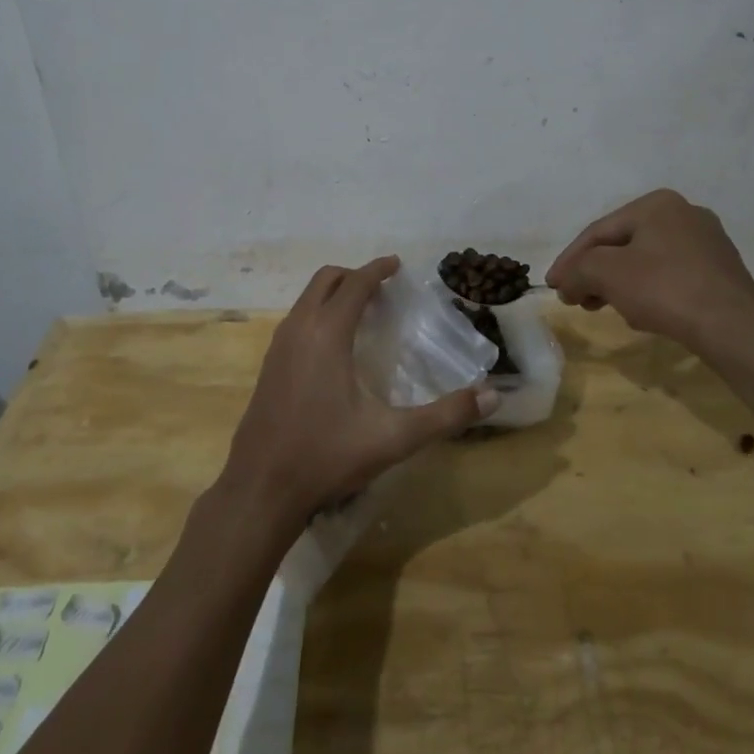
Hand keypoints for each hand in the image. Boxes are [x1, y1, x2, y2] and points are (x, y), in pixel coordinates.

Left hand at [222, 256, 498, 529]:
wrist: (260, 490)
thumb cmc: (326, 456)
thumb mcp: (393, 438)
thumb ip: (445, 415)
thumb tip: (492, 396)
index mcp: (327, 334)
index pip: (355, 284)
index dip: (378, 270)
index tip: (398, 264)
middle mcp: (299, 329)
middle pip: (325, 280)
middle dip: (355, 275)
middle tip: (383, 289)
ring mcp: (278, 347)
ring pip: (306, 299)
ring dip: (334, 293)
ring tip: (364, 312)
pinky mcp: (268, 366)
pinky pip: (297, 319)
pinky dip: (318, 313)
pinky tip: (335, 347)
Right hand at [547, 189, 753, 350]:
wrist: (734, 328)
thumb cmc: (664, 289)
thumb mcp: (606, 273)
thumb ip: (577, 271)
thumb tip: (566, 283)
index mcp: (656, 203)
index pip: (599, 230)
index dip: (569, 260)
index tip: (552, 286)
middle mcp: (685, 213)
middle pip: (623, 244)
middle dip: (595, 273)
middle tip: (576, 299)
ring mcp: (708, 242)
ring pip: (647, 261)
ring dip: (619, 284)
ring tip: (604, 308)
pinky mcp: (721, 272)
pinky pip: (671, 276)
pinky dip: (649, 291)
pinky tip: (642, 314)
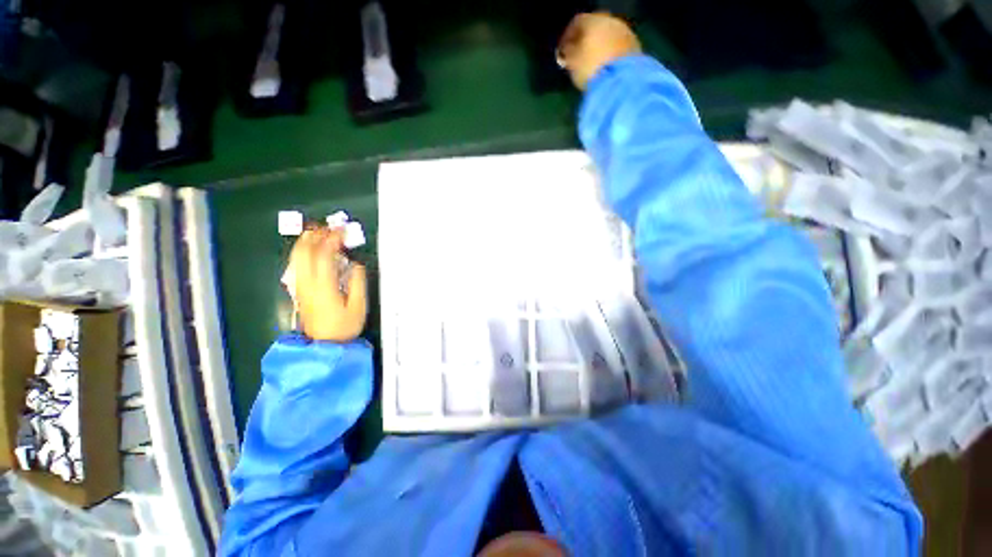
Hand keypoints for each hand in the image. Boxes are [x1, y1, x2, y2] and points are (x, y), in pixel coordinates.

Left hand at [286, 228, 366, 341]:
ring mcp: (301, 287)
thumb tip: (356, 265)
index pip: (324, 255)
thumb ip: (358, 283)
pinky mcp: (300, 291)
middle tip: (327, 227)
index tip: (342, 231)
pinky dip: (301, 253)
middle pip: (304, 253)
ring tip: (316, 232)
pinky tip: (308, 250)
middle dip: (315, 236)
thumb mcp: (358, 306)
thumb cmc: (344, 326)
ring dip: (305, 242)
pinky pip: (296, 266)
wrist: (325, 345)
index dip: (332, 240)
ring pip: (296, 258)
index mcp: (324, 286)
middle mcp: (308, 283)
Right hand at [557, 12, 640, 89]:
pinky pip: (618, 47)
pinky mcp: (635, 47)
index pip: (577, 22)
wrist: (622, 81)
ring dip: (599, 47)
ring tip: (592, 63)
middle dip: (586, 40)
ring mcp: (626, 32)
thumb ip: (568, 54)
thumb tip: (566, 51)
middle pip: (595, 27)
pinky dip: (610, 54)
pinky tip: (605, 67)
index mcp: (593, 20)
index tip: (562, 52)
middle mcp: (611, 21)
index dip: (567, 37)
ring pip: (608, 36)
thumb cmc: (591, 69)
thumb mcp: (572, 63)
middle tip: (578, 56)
---
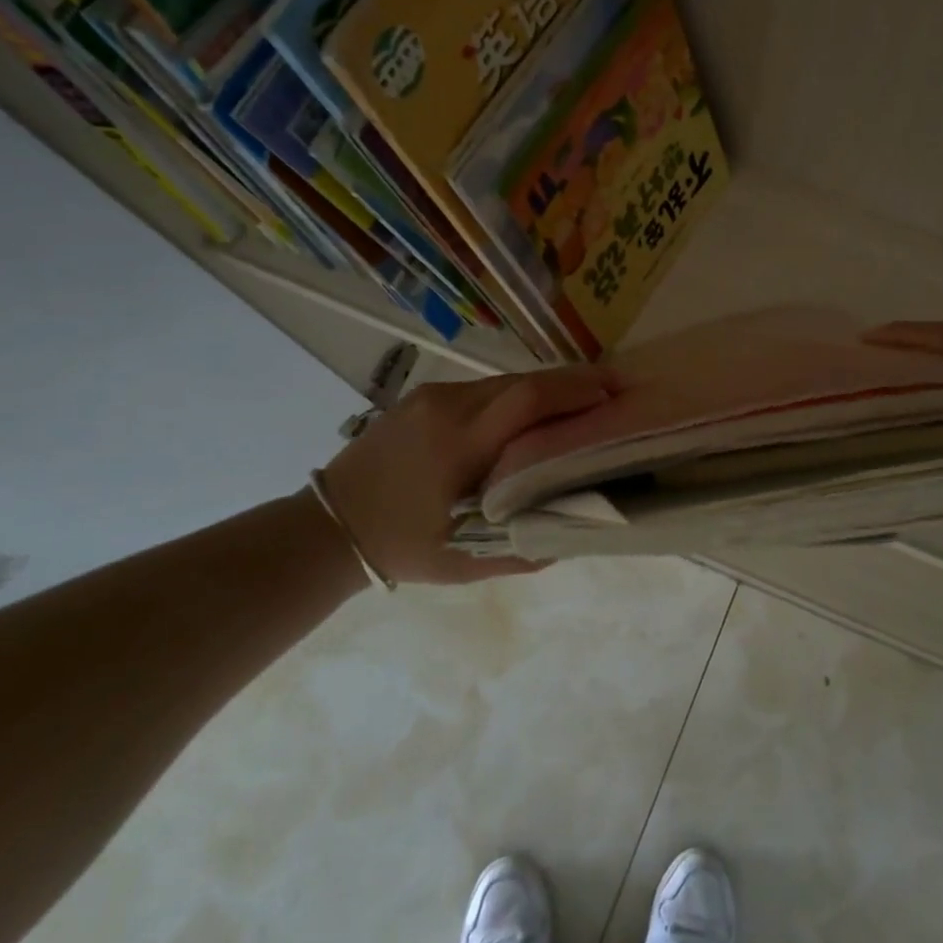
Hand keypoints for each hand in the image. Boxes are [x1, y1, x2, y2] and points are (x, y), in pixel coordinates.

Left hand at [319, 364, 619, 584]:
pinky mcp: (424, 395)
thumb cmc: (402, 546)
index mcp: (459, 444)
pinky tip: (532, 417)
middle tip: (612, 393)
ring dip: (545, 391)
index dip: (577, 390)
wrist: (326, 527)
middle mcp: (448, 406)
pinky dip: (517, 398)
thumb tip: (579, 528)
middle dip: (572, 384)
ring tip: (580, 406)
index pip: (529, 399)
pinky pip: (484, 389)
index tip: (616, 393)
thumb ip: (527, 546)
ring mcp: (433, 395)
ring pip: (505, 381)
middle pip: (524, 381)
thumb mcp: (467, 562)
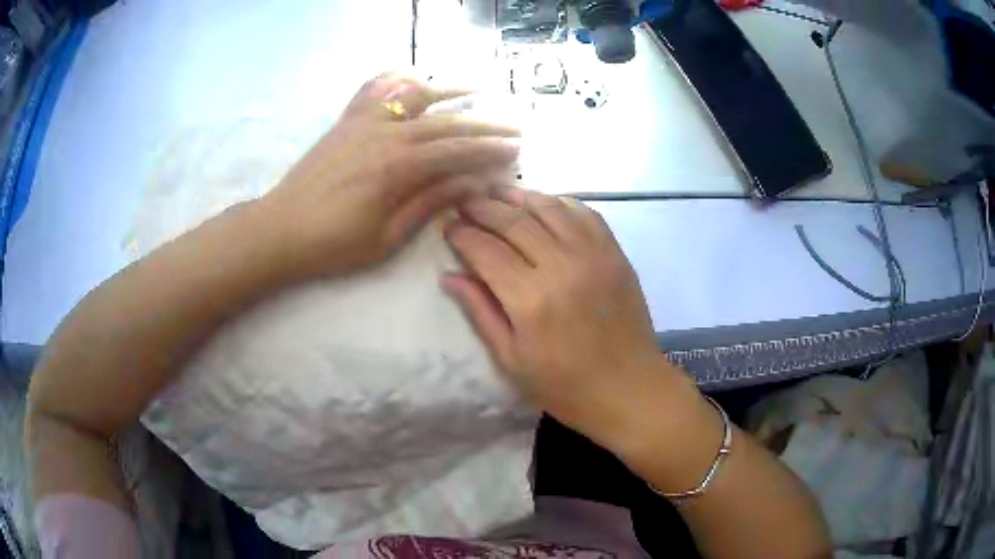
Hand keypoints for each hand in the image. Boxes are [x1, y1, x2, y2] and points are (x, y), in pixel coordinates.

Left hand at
* * *
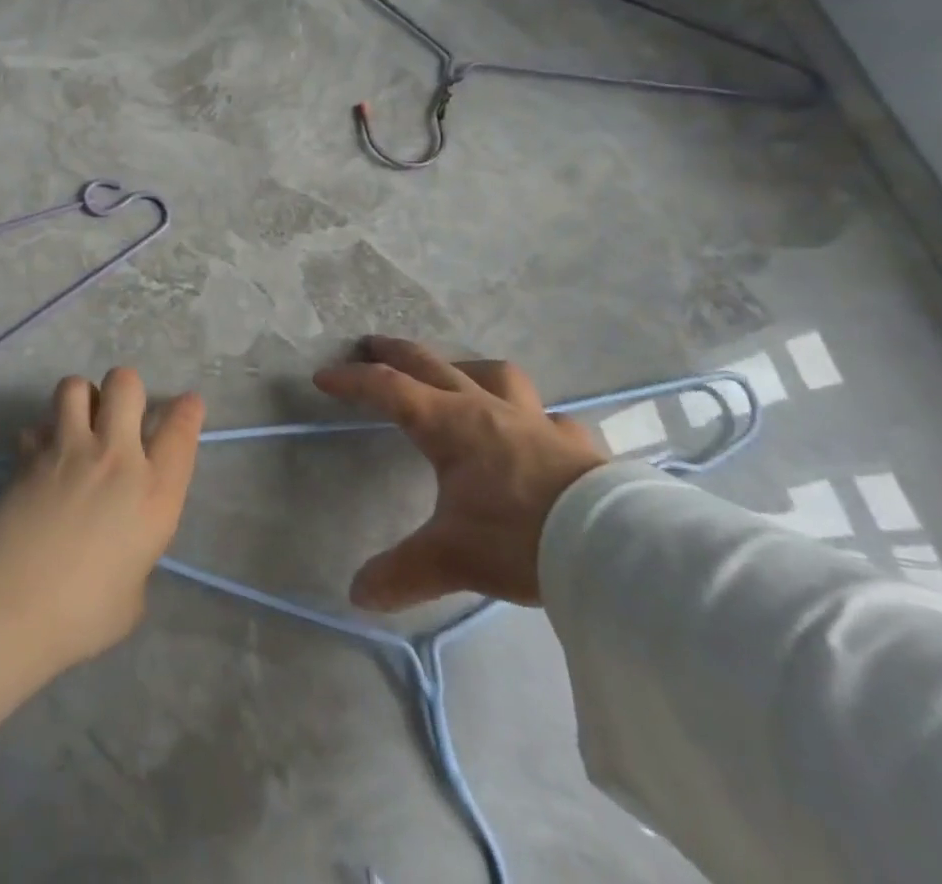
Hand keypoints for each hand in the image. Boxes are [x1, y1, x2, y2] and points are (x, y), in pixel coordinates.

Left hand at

*EXERCISE DIRECTIONS*
With the line holding "ring dip: (545, 391)" as the first and the line holding "ring mcp: (433, 395)" as the last, set down that range of the entries above exactly, and nothing else.

*YOUR RESPONSE*
ring dip: (545, 391)
index dip: (577, 390)
wrist: (326, 527)
middle mcp: (448, 406)
pinky dip: (517, 398)
thumb tip: (579, 528)
middle dip: (572, 384)
ring tip: (580, 406)
index pip: (529, 399)
pinky pip: (484, 389)
index tip: (616, 393)
thumb ip: (527, 546)
ring mcp: (433, 395)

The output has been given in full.